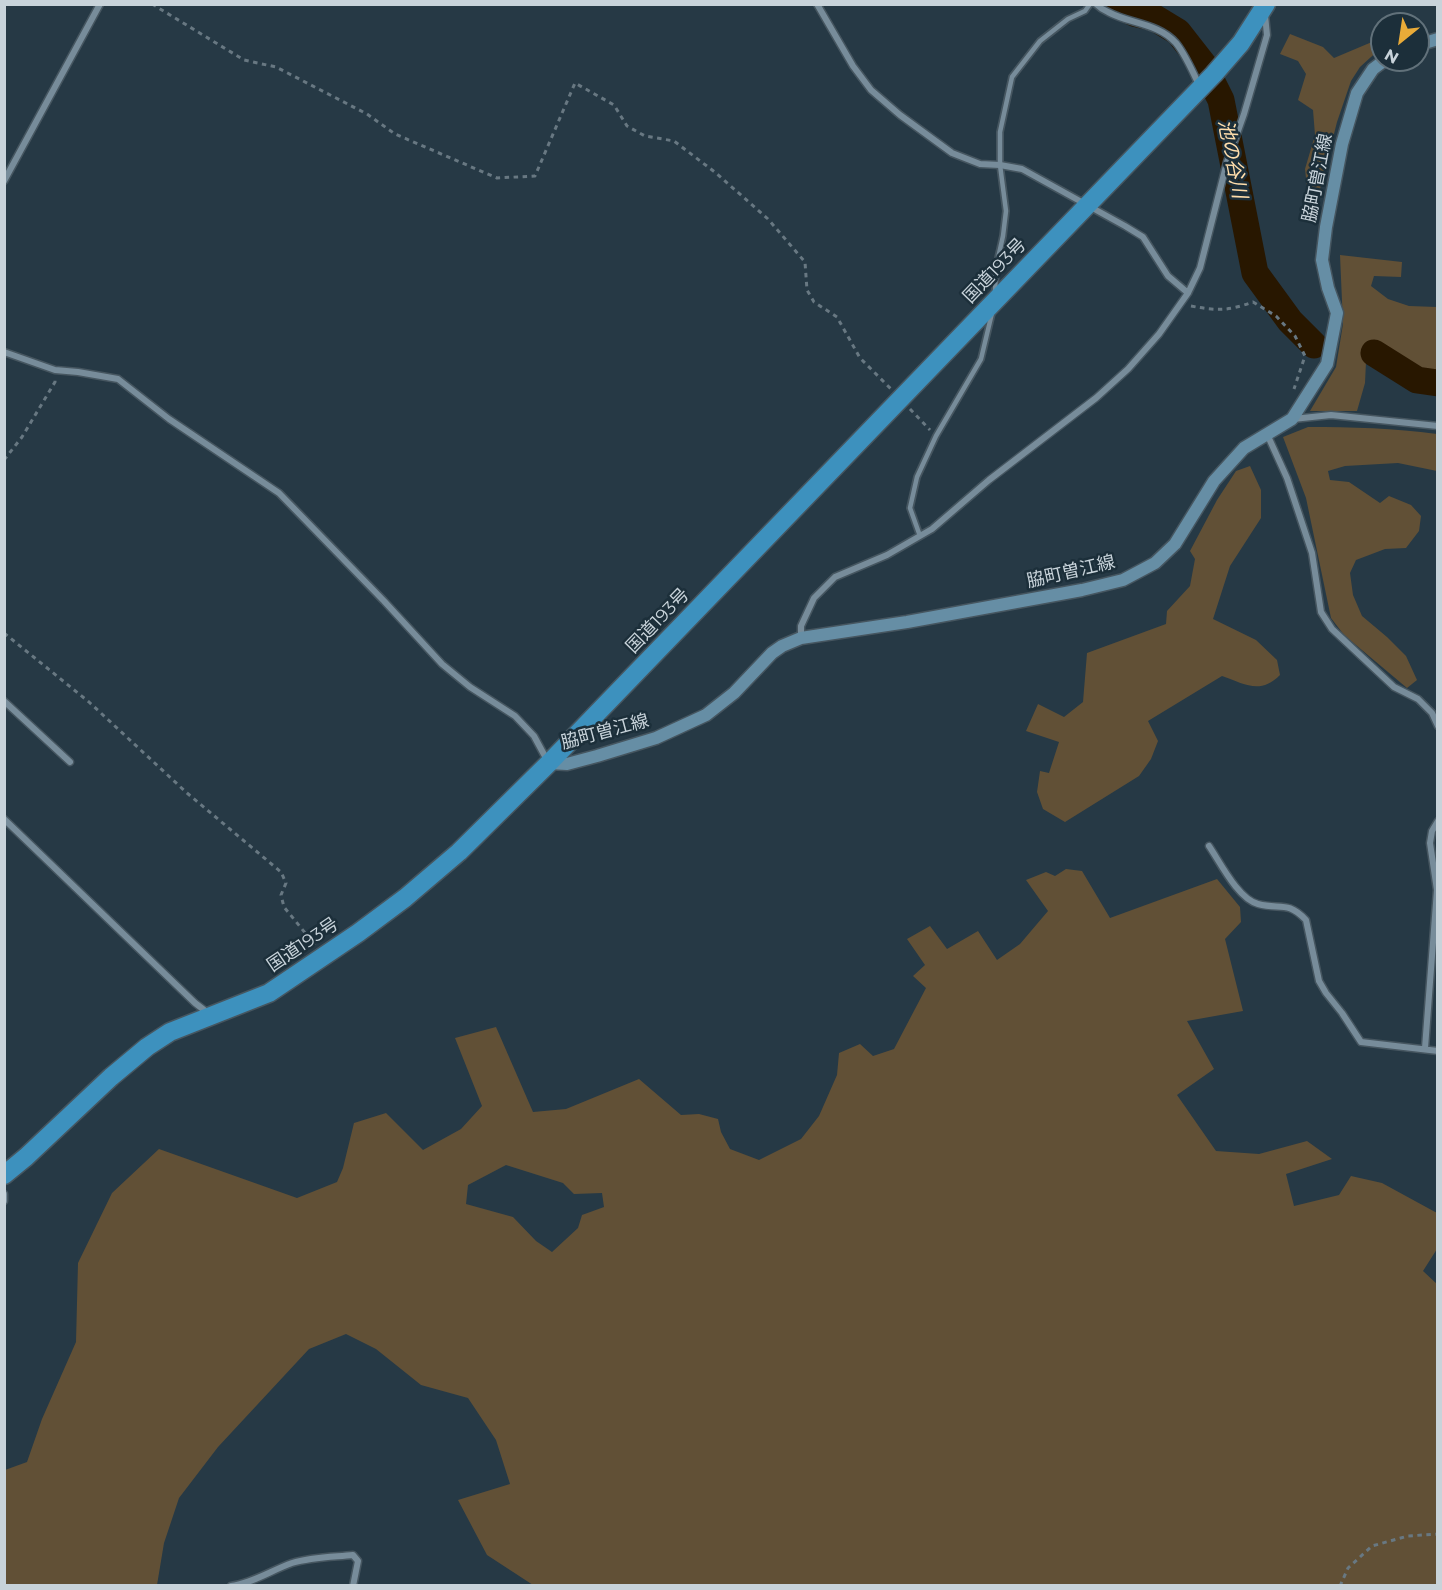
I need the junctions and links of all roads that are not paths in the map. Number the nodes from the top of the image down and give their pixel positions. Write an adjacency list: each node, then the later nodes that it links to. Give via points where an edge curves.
1 (100, 4): 9 (street)
2 (817, 4): 8 (street, via 871,90 952,153 980,164)
3 (1090, 4): 8 (lane, via 1040,41 1012,77 1000,132)
4 (1096, 4): 7 (street, via 1109,13 1161,32 1176,43 1192,69)
5 (1265, 6): 7 (highway, 国道193号, via 1241,43); 11 (street, via 1267,35 1227,162 1200,268)
6 (1371, 72): 14 (main road, 脇町曽江線, via 1357,93 1342,144 1326,227 1322,261 1336,312 1333,338 1327,364)
7 (1207, 82): 10 (highway, 国道193号)
8 (1000, 165): 10 (street, via 1022,169); 12 (lane, via 1006,211 996,267)
9 (4, 181)
10 (1088, 204): 11 (street, via 1143,237 1168,276); 12 (highway, 国道193号)
11 (1188, 293): 17 (street, via 1128,369)
12 (995, 301): 17 (lane, via 981,359 917,477 910,508); 22 (highway, 国道193号)
13 (4, 352): 22 (street, via 55,370 118,379 169,419 279,493 442,664 515,716 534,736)
14 (1292, 419): 15 (street, via 1331,415); 16 (main road, 脇町曽江線)
15 (1437, 426)
16 (1267, 433): 18 (main road, 脇町曽江線, via 1244,448 1214,481 1175,544 1155,563 1123,580); 20 (street, via 1312,553 1322,612 1332,629 1394,687 1418,699 1432,713)
17 (920, 536): 18 (street, via 835,577 814,598 801,626)
18 (801, 639): 22 (main road, 脇町曽江線, via 772,653 734,693 706,715 656,738 567,764)
19 (4, 701): 21 (street)
20 (1437, 726)
21 (70, 762)
22 (549, 763): 26 (highway, 国道193号, via 459,852 405,898 269,993)
23 (4, 819): 26 (street)
24 (1437, 821): 27 (street, via 1430,843 1437,890)
25 (1209, 846): 27 (street, via 1249,900 1289,907 1306,920 1319,981 1361,1042)
26 (211, 1016): 29 (highway, 国道193号, via 170,1032 147,1047)
27 (1425, 1048): 28 (street)
28 (1437, 1051)
29 (4, 1175)
30 (4, 1194): 31 (street)
31 (4, 1201)
32 (231, 1586): 33 (street, via 293,1563 353,1555 358,1561)
33 (353, 1586)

▸ **TASK REQUIREMENTS**: Please copy out each line above exactly as written, but not the pictures.

▸ **SOLUTION FOR THIS PROBLEM**:
I need the junctions and links of all roads that are not paths in the map. Number the nodes from the top of the image down and give their pixel positions. Write an adjacency list: each node, then the later nodes that it links to. Give via points where an edge curves.
1 (100, 4): 9 (street)
2 (817, 4): 8 (street, via 871,90 952,153 980,164)
3 (1090, 4): 8 (lane, via 1040,41 1012,77 1000,132)
4 (1096, 4): 7 (street, via 1109,13 1161,32 1176,43 1192,69)
5 (1265, 6): 7 (highway, 国道193号, via 1241,43); 11 (street, via 1267,35 1227,162 1200,268)
6 (1371, 72): 14 (main road, 脇町曽江線, via 1357,93 1342,144 1326,227 1322,261 1336,312 1333,338 1327,364)
7 (1207, 82): 10 (highway, 国道193号)
8 (1000, 165): 10 (street, via 1022,169); 12 (lane, via 1006,211 996,267)
9 (4, 181)
10 (1088, 204): 11 (street, via 1143,237 1168,276); 12 (highway, 国道193号)
11 (1188, 293): 17 (street, via 1128,369)
12 (995, 301): 17 (lane, via 981,359 917,477 910,508); 22 (highway, 国道193号)
13 (4, 352): 22 (street, via 55,370 118,379 169,419 279,493 442,664 515,716 534,736)
14 (1292, 419): 15 (street, via 1331,415); 16 (main road, 脇町曽江線)
15 (1437, 426)
16 (1267, 433): 18 (main road, 脇町曽江線, via 1244,448 1214,481 1175,544 1155,563 1123,580); 20 (street, via 1312,553 1322,612 1332,629 1394,687 1418,699 1432,713)
17 (920, 536): 18 (street, via 835,577 814,598 801,626)
18 (801, 639): 22 (main road, 脇町曽江線, via 772,653 734,693 706,715 656,738 567,764)
19 (4, 701): 21 (street)
20 (1437, 726)
21 (70, 762)
22 (549, 763): 26 (highway, 国道193号, via 459,852 405,898 269,993)
23 (4, 819): 26 (street)
24 (1437, 821): 27 (street, via 1430,843 1437,890)
25 (1209, 846): 27 (street, via 1249,900 1289,907 1306,920 1319,981 1361,1042)
26 (211, 1016): 29 (highway, 国道193号, via 170,1032 147,1047)
27 (1425, 1048): 28 (street)
28 (1437, 1051)
29 (4, 1175)
30 (4, 1194): 31 (street)
31 (4, 1201)
32 (231, 1586): 33 (street, via 293,1563 353,1555 358,1561)
33 (353, 1586)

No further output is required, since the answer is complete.